**ASSIGNMENT**
Look through the material below for "Советская". Copy every line that contains it.
▼
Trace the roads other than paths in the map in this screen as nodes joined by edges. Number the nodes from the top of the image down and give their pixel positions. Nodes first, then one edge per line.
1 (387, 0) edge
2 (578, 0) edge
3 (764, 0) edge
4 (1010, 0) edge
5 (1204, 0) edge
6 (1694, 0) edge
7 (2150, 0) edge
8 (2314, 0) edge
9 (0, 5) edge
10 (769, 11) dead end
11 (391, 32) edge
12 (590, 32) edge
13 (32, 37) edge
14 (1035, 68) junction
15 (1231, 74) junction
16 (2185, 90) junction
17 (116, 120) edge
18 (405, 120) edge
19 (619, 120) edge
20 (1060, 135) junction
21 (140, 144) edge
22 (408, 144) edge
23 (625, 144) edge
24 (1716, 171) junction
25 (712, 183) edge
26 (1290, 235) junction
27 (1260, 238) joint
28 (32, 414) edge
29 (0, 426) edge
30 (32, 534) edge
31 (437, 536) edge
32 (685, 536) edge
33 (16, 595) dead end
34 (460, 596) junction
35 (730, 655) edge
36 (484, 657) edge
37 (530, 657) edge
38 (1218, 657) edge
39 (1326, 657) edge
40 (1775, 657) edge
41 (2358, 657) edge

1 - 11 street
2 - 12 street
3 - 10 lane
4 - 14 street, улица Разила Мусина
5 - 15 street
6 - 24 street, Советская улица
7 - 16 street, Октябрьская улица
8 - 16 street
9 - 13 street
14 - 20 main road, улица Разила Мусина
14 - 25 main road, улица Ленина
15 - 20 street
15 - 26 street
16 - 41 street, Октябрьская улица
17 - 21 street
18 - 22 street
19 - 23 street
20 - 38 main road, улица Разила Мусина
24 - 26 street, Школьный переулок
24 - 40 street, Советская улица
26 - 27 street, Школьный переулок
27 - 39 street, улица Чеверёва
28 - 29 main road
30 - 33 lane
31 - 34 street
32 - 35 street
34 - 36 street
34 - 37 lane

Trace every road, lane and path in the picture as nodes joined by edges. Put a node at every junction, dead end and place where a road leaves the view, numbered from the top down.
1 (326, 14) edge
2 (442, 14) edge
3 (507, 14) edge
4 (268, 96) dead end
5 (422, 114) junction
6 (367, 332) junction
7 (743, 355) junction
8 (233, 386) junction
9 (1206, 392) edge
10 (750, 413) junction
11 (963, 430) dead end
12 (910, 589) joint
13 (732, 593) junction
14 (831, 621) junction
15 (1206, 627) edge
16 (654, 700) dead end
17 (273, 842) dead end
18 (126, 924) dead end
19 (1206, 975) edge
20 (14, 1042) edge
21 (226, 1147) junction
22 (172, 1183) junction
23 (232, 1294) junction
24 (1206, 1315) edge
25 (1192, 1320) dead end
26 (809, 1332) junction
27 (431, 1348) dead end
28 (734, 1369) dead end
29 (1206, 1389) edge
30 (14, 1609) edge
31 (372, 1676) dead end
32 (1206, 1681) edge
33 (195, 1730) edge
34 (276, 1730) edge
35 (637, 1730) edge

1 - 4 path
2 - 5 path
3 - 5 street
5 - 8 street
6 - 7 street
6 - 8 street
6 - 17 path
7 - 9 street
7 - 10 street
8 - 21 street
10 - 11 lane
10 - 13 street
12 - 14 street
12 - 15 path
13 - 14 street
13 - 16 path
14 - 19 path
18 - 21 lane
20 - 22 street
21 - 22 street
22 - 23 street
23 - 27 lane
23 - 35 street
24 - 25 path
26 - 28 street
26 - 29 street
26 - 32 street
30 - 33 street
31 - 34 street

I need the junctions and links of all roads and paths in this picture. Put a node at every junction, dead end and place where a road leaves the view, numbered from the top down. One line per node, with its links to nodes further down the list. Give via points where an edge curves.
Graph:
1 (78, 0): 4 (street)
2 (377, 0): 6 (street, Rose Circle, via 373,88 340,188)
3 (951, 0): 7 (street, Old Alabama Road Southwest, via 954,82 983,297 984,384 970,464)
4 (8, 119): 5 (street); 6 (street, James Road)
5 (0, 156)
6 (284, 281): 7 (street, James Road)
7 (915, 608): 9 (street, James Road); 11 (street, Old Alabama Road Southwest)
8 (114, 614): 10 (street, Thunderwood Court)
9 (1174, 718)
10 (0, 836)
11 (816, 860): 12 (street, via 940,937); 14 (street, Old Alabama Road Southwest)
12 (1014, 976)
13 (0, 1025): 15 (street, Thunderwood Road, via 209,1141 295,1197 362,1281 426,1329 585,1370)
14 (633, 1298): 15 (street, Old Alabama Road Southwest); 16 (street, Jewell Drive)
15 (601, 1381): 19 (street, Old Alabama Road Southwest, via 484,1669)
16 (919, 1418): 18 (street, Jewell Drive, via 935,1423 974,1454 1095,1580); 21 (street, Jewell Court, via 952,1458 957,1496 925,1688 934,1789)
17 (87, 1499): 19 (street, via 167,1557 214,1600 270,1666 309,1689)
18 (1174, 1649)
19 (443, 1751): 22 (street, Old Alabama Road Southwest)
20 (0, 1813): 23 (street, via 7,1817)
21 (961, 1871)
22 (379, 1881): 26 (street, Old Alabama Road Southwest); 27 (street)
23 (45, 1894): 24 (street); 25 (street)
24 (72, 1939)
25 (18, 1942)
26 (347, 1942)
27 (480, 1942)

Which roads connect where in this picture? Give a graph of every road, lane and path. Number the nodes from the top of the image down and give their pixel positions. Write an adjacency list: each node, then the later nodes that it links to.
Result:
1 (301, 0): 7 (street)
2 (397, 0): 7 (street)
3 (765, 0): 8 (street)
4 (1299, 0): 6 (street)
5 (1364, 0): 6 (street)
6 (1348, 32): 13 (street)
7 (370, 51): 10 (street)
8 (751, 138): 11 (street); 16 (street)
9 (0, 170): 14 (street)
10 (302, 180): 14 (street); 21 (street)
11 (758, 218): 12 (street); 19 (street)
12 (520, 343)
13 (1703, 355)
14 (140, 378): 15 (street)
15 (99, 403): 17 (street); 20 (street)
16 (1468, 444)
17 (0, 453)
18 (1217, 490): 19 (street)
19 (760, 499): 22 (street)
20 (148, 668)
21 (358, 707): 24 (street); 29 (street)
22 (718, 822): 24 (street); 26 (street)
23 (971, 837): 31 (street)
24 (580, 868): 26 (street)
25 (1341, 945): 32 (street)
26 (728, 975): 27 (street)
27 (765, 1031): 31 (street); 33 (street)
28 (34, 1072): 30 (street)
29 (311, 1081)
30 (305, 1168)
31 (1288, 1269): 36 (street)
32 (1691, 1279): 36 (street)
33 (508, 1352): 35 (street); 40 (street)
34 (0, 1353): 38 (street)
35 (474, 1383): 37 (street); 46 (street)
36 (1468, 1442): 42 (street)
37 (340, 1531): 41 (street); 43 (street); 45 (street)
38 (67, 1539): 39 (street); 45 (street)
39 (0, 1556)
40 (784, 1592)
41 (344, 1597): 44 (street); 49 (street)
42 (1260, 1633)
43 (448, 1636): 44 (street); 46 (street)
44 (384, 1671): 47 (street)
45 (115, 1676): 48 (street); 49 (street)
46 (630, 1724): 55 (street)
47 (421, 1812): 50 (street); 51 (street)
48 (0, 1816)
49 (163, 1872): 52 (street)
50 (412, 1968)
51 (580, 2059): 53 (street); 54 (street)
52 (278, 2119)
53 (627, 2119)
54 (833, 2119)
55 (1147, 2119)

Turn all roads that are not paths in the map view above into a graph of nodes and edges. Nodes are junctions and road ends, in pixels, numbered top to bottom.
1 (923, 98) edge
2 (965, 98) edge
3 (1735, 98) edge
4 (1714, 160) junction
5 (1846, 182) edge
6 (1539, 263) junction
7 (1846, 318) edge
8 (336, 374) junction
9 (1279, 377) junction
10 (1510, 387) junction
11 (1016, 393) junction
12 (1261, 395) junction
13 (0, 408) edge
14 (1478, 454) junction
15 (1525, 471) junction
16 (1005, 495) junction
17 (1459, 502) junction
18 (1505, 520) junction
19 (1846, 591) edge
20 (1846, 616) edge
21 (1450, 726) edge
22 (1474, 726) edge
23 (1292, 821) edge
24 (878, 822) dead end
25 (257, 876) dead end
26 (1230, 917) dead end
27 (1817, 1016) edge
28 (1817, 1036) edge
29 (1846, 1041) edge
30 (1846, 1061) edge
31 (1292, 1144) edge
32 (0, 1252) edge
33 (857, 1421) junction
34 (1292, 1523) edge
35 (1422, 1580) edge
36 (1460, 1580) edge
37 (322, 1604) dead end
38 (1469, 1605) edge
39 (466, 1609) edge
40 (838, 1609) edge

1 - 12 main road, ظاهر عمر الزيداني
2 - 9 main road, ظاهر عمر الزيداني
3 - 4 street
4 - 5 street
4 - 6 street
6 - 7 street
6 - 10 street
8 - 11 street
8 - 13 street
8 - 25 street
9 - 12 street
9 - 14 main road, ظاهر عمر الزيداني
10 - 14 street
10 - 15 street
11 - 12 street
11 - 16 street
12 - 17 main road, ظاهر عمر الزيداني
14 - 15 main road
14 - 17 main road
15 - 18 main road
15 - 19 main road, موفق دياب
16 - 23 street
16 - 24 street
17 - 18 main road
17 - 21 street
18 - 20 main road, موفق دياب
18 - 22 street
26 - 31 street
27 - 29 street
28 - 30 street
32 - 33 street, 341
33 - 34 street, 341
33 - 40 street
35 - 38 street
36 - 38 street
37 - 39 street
▲
**ANSWER TO THIS PROBLEM**
6 - 24 street, Советская улица
24 - 40 street, Советская улица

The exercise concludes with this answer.